**Task objective**
Print the data that follows, exactly and completely.

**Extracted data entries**
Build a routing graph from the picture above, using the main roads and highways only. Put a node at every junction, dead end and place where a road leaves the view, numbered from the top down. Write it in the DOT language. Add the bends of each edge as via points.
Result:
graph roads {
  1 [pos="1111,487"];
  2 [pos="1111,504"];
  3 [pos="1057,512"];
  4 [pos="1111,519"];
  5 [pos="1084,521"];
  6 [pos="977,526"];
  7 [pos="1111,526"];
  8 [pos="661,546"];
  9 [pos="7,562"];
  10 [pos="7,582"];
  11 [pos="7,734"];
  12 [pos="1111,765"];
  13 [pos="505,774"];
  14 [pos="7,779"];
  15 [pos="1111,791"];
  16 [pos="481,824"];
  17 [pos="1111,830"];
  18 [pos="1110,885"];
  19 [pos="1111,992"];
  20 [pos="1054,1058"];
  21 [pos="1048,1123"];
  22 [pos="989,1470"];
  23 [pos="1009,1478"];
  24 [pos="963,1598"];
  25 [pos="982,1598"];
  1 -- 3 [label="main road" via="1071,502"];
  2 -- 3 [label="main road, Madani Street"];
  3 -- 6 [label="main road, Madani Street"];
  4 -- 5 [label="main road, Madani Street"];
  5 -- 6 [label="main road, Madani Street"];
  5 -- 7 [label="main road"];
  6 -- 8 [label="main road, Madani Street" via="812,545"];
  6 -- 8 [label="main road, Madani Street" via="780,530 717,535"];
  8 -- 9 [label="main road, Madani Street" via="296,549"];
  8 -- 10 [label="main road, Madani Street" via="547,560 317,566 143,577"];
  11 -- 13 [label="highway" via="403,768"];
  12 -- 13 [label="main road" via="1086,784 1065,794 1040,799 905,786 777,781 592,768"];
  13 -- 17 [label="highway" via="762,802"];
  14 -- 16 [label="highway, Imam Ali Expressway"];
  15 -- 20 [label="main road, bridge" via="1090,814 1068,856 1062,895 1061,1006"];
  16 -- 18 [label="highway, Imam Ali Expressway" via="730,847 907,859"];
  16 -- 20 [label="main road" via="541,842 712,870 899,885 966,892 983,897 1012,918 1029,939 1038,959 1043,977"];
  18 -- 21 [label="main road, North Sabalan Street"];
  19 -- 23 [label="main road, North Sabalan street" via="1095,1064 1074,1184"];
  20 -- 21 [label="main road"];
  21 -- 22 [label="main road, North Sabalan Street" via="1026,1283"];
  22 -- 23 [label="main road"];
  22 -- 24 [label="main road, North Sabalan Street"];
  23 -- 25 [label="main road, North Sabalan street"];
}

**Solved exercise**
Build a routing graph from the picture above, using the main roads and highways only. Put a node at every junction, dead end and place where a road leaves the view, numbered from the top down. Write it in the DOT language. Add the bends of each edge as via points.
Result:
graph roads {
  1 [pos="1111,487"];
  2 [pos="1111,504"];
  3 [pos="1057,512"];
  4 [pos="1111,519"];
  5 [pos="1084,521"];
  6 [pos="977,526"];
  7 [pos="1111,526"];
  8 [pos="661,546"];
  9 [pos="7,562"];
  10 [pos="7,582"];
  11 [pos="7,734"];
  12 [pos="1111,765"];
  13 [pos="505,774"];
  14 [pos="7,779"];
  15 [pos="1111,791"];
  16 [pos="481,824"];
  17 [pos="1111,830"];
  18 [pos="1110,885"];
  19 [pos="1111,992"];
  20 [pos="1054,1058"];
  21 [pos="1048,1123"];
  22 [pos="989,1470"];
  23 [pos="1009,1478"];
  24 [pos="963,1598"];
  25 [pos="982,1598"];
  1 -- 3 [label="main road" via="1071,502"];
  2 -- 3 [label="main road, Madani Street"];
  3 -- 6 [label="main road, Madani Street"];
  4 -- 5 [label="main road, Madani Street"];
  5 -- 6 [label="main road, Madani Street"];
  5 -- 7 [label="main road"];
  6 -- 8 [label="main road, Madani Street" via="812,545"];
  6 -- 8 [label="main road, Madani Street" via="780,530 717,535"];
  8 -- 9 [label="main road, Madani Street" via="296,549"];
  8 -- 10 [label="main road, Madani Street" via="547,560 317,566 143,577"];
  11 -- 13 [label="highway" via="403,768"];
  12 -- 13 [label="main road" via="1086,784 1065,794 1040,799 905,786 777,781 592,768"];
  13 -- 17 [label="highway" via="762,802"];
  14 -- 16 [label="highway, Imam Ali Expressway"];
  15 -- 20 [label="main road, bridge" via="1090,814 1068,856 1062,895 1061,1006"];
  16 -- 18 [label="highway, Imam Ali Expressway" via="730,847 907,859"];
  16 -- 20 [label="main road" via="541,842 712,870 899,885 966,892 983,897 1012,918 1029,939 1038,959 1043,977"];
  18 -- 21 [label="main road, North Sabalan Street"];
  19 -- 23 [label="main road, North Sabalan street" via="1095,1064 1074,1184"];
  20 -- 21 [label="main road"];
  21 -- 22 [label="main road, North Sabalan Street" via="1026,1283"];
  22 -- 23 [label="main road"];
  22 -- 24 [label="main road, North Sabalan Street"];
  23 -- 25 [label="main road, North Sabalan street"];
}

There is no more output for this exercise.